Bears are moving eastward in Alberta — and Clearwater County officials want tourists and landowners to be prepared.
A large digital sign has been erected for the first time along Hwy 11, east of Nordegg, informing hikers and campers there are bears in the vicinity.
Some people still mistakenly think bears mostly stay within the boundaries of Banff or Jasper National Parks, said Matt Martinson, director of agriculture and community services for Clearwater County.
He believes the electronic highway-side sign should set them straight.
While human habitation once pushed bears west into the mountain wilderness, “now they are coming back,” Martinson added.
Judging by a rising number of reported grizzly and black bear sightings, he suspects more of these animals have lost their fear of humans and are moving into eastern parts of the county.
“This isn’t just anecdotal… Bears are becoming more of an issue,” he added.
“We want to inform people because the first step in being bear smart is being bear aware.”
The eastward bear migration could be due to many factors — including the 2006 ban on hunting Alberta’s grizzly bears, which are considered a threatened species although their numbers have been growing in the province.
Martinson believes a lot of grizzly bears are no longer scared of people.
The county has also posted detailed signage about how to prevent bear encounters at campgrounds west of Nordegg.
And Clearwater County officials have been working with the County of Mountain View’s Bear Smart Program to map bear movements online at www.mountainviewbearsmart.com. Anyone intending to visit the Nordegg area can check out the latest bear sightings on this map. (By hovering a cursor over a dot on the map, the date of the sighting becomes visible.)
Martinson said mapping was purposely kept general because he doesn’t want to draw either hunters or curious tourists directly to the bears.
But he hopes these sightings will help people make smart decisions when they realize bears are in the area — such as hiking in larger groups and remembering to leave all food and waste matter in the car.
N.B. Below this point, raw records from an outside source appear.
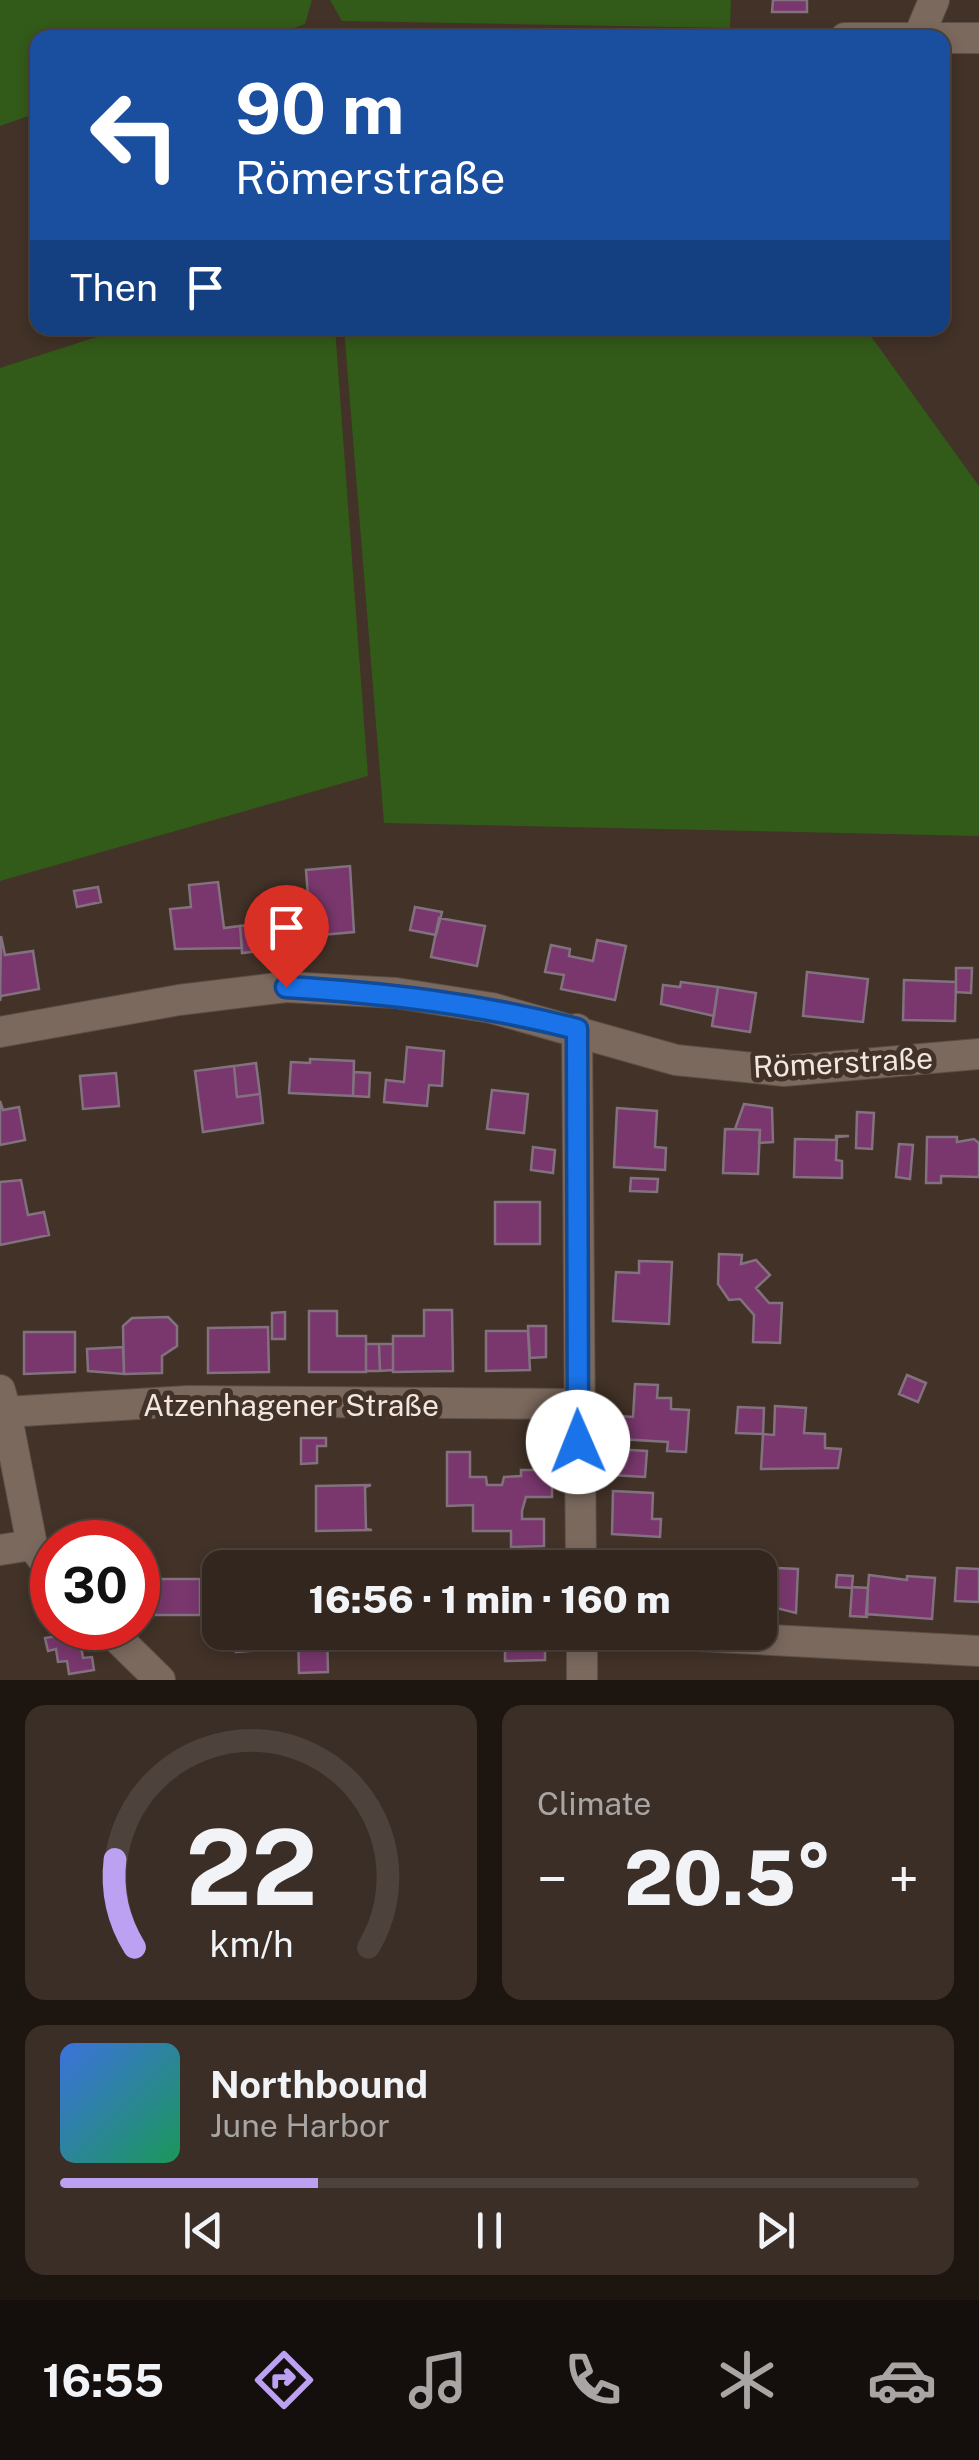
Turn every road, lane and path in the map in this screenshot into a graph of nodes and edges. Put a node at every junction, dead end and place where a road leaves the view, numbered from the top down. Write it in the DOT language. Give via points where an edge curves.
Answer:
graph roads {
  1 [pos="934,0"];
  2 [pos="922,30"];
  3 [pos="950,37"];
  4 [pos="979,38"];
  5 [pos="577,1029"];
  6 [pos="0,1032"];
  7 [pos="979,1054"];
  8 [pos="3,1401"];
  9 [pos="576,1404"];
  10 [pos="30,1535"];
  11 [pos="30,1545"];
  12 [pos="0,1550"];
  13 [pos="580,1550"];
  14 [pos="777,1640"];
  15 [pos="129,1650"];
  16 [pos="582,1650"];
  17 [pos="979,1651"];
  18 [pos="160,1680"];
  19 [pos="582,1680"];
  1 -- 2 [label="street"];
  3 -- 4 [label="street"];
  5 -- 6 [label="street, Römerstraße" via="396,993 286,987"];
  5 -- 7 [label="street, Römerstraße" via="676,1060 784,1071"];
  5 -- 9 [label="street"];
  8 -- 9 [label="street, Atzenhagener Straße"];
  8 -- 10 [label="street, Atzenhagener Straße"];
  9 -- 13 [label="street"];
  11 -- 12 [label="street"];
  14 -- 17 [label="street"];
  15 -- 18 [label="street"];
  16 -- 19 [label="street"];
}
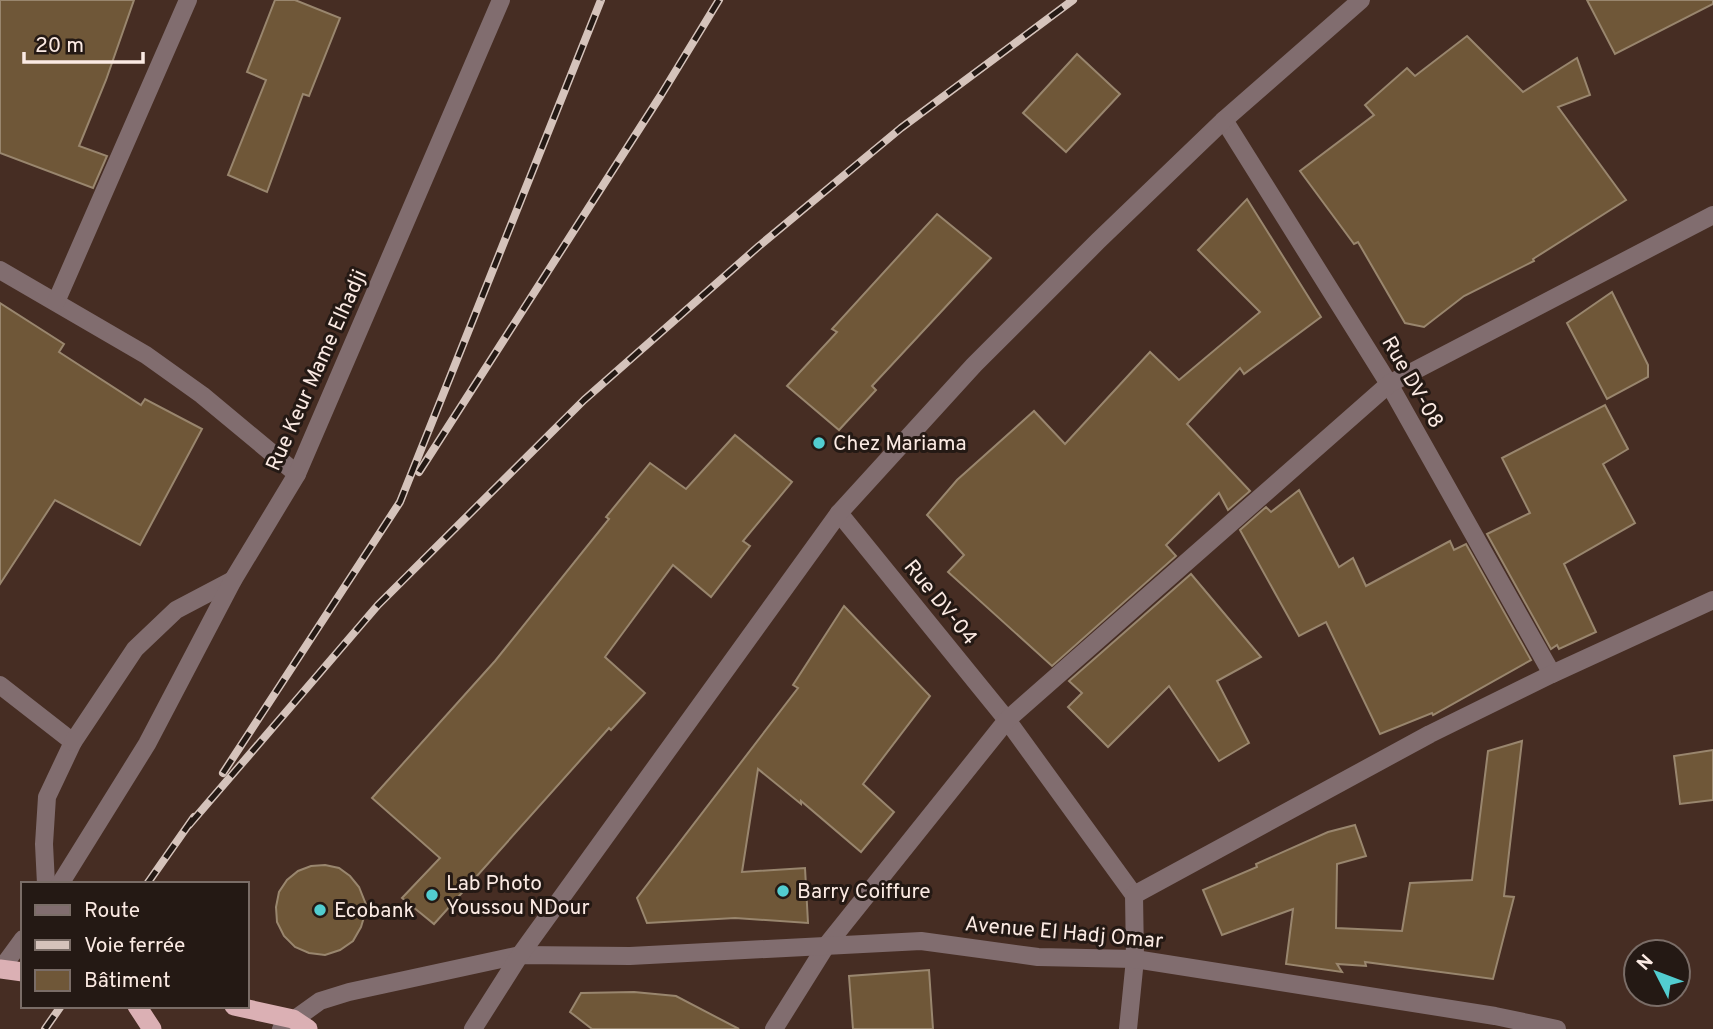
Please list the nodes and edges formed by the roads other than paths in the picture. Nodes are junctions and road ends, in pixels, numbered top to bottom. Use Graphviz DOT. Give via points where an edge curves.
graph roads {
  1 [pos="188,0"];
  2 [pos="500,0"];
  3 [pos="1361,0"];
  4 [pos="1224,120"];
  5 [pos="1713,215"];
  6 [pos="0,270"];
  7 [pos="56,302"];
  8 [pos="1389,384"];
  9 [pos="298,474"];
  10 [pos="839,513"];
  11 [pos="233,580"];
  12 [pos="1713,600"];
  13 [pos="1552,674"];
  14 [pos="0,685"];
  15 [pos="1007,720"];
  16 [pos="73,742"];
  17 [pos="46,882"];
  18 [pos="61,882"];
  19 [pos="1134,895"];
  20 [pos="21,942"];
  21 [pos="826,946"];
  22 [pos="520,955"];
  23 [pos="1135,959"];
  24 [pos="1,970"];
  25 [pos="21,972"];
  26 [pos="138,1008"];
  27 [pos="240,1008"];
  28 [pos="1494,1023"];
  29 [pos="294,1026"];
  30 [pos="152,1029"];
  31 [pos="473,1029"];
  32 [pos="774,1029"];
  33 [pos="1128,1029"];
  34 [pos="1557,1029"];
  1 -- 7 [label="street"];
  2 -- 9 [label="street, Rue Keur Mame Elhadji"];
  3 -- 4 [label="street"];
  4 -- 8 [label="street, Rue DV-08"];
  4 -- 10 [label="street" via="974,365"];
  5 -- 8 [label="street"];
  6 -- 7 [label="street"];
  7 -- 9 [label="street" via="157,363"];
  8 -- 13 [label="street, Rue DV-08"];
  8 -- 15 [label="street"];
  9 -- 11 [label="street, Rue Keur Mame Elhadji"];
  10 -- 15 [label="street, Rue DV-04"];
  10 -- 22 [label="street"];
  11 -- 16 [label="street" via="176,610 135,649"];
  11 -- 18 [label="street, Rue Keur Mame Elhadji" via="147,744"];
  12 -- 13 [label="street"];
  13 -- 19 [label="street" via="1430,734"];
  14 -- 16 [label="street"];
  15 -- 19 [label="street, Rue DV-04"];
  15 -- 21 [label="street"];
  16 -- 17 [label="street" via="47,797"];
  19 -- 23 [label="street"];
  20 -- 24 [label="street"];
  21 -- 22 [label="street, Avenue El Hadj Omar" via="630,956"];
  21 -- 23 [label="street, Avenue El Hadj Omar" via="921,941 1038,957"];
  21 -- 32 [label="street"];
  22 -- 29 [label="street, Avenue El Hadj Omar" via="320,1001"];
  22 -- 31 [label="street"];
  23 -- 28 [label="street, Avenue El Hadj Omar"];
  23 -- 33 [label="street"];
  24 -- 25 [label="highway"];
  26 -- 30 [label="highway"];
  27 -- 29 [label="highway"];
  28 -- 34 [label="street, Avenue El Hadj Omar"];
}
Another step in decreasing bears encounters is to leave dogs at home. Martinson said dogs can “root” bears out of the hiding, causing them to give chase. These pets will then invariably lead the bears right back to their human owners.
Because bears are attracted to human garbage, the Nordegg Community Association along with business sponsors are once again providing bear-proof bins at the entrance of the hamlet to accept refuse from hikers and campers.
This is the second year of this program, and the bins are filling up each weekend, as more people set out to explore the West Country during the pandemic, said Nick Frank, president of the association.
“We moved out here because we love the wilderness — and while we love to have people to share it with us — we want to protect it,” he added.
Human-bear encounters often lead to tragedy as a person is either killed or injured in an attack, and the bear is later put down.
Reducing the chance of an encounter is better than assuming that bear spray or a bear banger will keep you safe, said Martinson.
He noted the Water Valley woman who was killed by a bear last month was a seasoned outdoors person and was familiar with remote living. “These things can happen very fast” — before bear bangers or spray can be deployed, he added.
More bear safety information for landowners and tourists is available at www.mountainviewbearsmart.com, or the Clearwater County website.